On 3 September 2015, it was announced that Black Sabbath would embark on their final tour, titled The End, from January 2016 to February 2017. Numerous dates and locations across the US, Canada, Europe, Australia and New Zealand were announced. The final shows of The End tour took place at the Genting Arena in their home city of Birmingham, England on 2 and 4 February 2017. On 26 October 2015, it was announced the band consisting of Osbourne, Iommi and Butler would be returning to the Download Festival on 11 June 2016. Despite earlier reports that they would enter the studio before their farewell tour, Osbourne stated that there would not be another Black Sabbath studio album. However, an 8-track CD entitled The End was sold at dates on the tour. Along with some live recordings, the CD includes four unused tracks from the 13 sessions.

On 4 March 2016, Iommi discussed future re-releases of the Tony Martin-era catalogue: "We've held back on the reissues of those albums because of the current Sabbath thing with Ozzy Osbourne, but they will certainly be happening... I'd like to do a couple of new tracks for those releases with Tony Martin... I'll also be looking at working on Cross Purposes and Forbidden." Martin had suggested that this could coincide with the 30th anniversary of The Eternal Idol, in 2017. In an interview that August, Martin added "[Iommi] still has his cancer issues of course and that may well stop it all from happening but if he wants to do something I am ready." On 10 August 2016, Iommi revealed that his cancer was in remission.

Asked in November 2016 about his plans after Black Sabbath's final tour, Iommi replied, "I'll be doing some writing. Maybe I'll be doing something with the guys, maybe in the studio, but no touring." The band played their final concert on 4 February 2017 in Birmingham. The final song was streamed live on the band's Facebook page and fireworks went off as the band took their final bow. The band's final tour was not an easy one, as longstanding tensions between Osbourne and Iommi returned to the surface. Iommi stated that he would not rule out the possibility of one-off shows, "I wouldn't write that off, if one day that came about. That's possible. Or even doing an album, 'cause then, again, you're in one place. But I don't know if that would happen." In an April 2017 interview, Butler revealed that Black Sabbath had considered making a blues album as the follow-up to 13, but added that, "the tour got in the way."

On 7 March 2017, Black Sabbath announced their disbandment through posts made on their official social media accounts.

=== 2017–2024: Post-final tour activities ===
In a June 2018 interview with ITV News, Osbourne expressed interest in reuniting with Black Sabbath for a performance at the 2022 Commonwealth Games which would be held in their home city Birmingham.

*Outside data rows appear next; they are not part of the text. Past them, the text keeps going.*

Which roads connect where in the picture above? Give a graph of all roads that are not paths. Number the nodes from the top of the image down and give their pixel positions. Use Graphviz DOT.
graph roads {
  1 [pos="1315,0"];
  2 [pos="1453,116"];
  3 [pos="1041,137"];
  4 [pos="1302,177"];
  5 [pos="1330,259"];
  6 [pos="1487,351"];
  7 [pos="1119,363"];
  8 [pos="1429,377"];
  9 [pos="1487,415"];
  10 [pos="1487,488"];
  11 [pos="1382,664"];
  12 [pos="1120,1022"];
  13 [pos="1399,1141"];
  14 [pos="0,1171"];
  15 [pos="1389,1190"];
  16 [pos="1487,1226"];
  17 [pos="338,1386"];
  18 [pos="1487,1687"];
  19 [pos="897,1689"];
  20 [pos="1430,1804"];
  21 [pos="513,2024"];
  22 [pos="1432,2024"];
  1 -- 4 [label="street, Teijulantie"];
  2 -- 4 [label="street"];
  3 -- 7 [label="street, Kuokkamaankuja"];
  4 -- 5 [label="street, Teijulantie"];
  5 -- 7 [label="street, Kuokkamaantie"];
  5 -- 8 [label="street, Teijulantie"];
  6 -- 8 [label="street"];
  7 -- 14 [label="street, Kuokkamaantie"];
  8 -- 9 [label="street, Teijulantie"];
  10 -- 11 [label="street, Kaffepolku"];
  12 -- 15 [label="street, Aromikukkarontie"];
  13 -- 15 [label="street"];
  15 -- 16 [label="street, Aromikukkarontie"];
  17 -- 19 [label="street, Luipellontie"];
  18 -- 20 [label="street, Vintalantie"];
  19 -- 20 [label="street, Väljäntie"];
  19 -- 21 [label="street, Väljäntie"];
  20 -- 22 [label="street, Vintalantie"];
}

Iommi said that performing at the event as Black Sabbath would be "a great thing to do to help represent Birmingham. I'm up for it. Let's see what happens." He also did not rule out the possibility for the band to reform only for a one-off performance rather than a full-length tour. Iommi was later announced to be part of the opening ceremony for the 2022 Commonwealth Games alongside Duran Duran. On 8 August 2022, Osbourne and Iommi made a surprise reunion to end the closing ceremony of the 2022 Commonwealth Games at the Alexander Stadium in Birmingham. They were joined by 2017 Black Sabbath touring musicians Tommy Clufetos and Adam Wakeman for a medley of "Iron Man" and "Paranoid".

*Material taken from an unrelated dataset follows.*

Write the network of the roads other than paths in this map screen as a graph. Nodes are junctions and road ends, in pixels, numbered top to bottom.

In September 2020, Osbourne stated in an interview that he was no longer interested in a reunion: "Not for me. It's done. The only thing I do regret is not doing the last farewell show in Birmingham with Bill Ward. I felt really bad about that. It would have been so nice. I don't know what the circumstances behind it were, but it would have been nice. I've talked to Tony a few times, but I don't have any of the slightest interest in doing another gig. Maybe Tony's getting bored now." Butler also ruled out the possibility of any future Black Sabbath performances in an interview with Eonmusic on 10 November 2020, stating that the band were over: "There will definitely be no more Sabbath. It's done." Iommi however, pondered the possibility of another reunion tour in an interview with The Mercury News, stating that he "would like to play with the guys again" and that he missed the audiences and stage. Ward stated in an interview with Eddie Trunk that he no longer had the ability or chops to perform with Black Sabbath in concert, but expressed that he would love to make another album with Osbourne, Butler and Iommi.

Despite ruling out the possibility of another Black Sabbath reunion, Osbourne revealed in an episode of Ozzy Speaks on Ozzy's Boneyard that he was working with Iommi, who appeared as one of the guests for his thirteenth solo album, Patient Number 9 (2022). In an October 2021 interview with the Metro, Ward revealed that he had kept "in contact" with his former bandmates and stated that he was "very open-minded" to the possibility of recording another Black Sabbath album: "I haven't spoken to the guys about it, but I have talked to a couple of people in management about the possibility of making a recording."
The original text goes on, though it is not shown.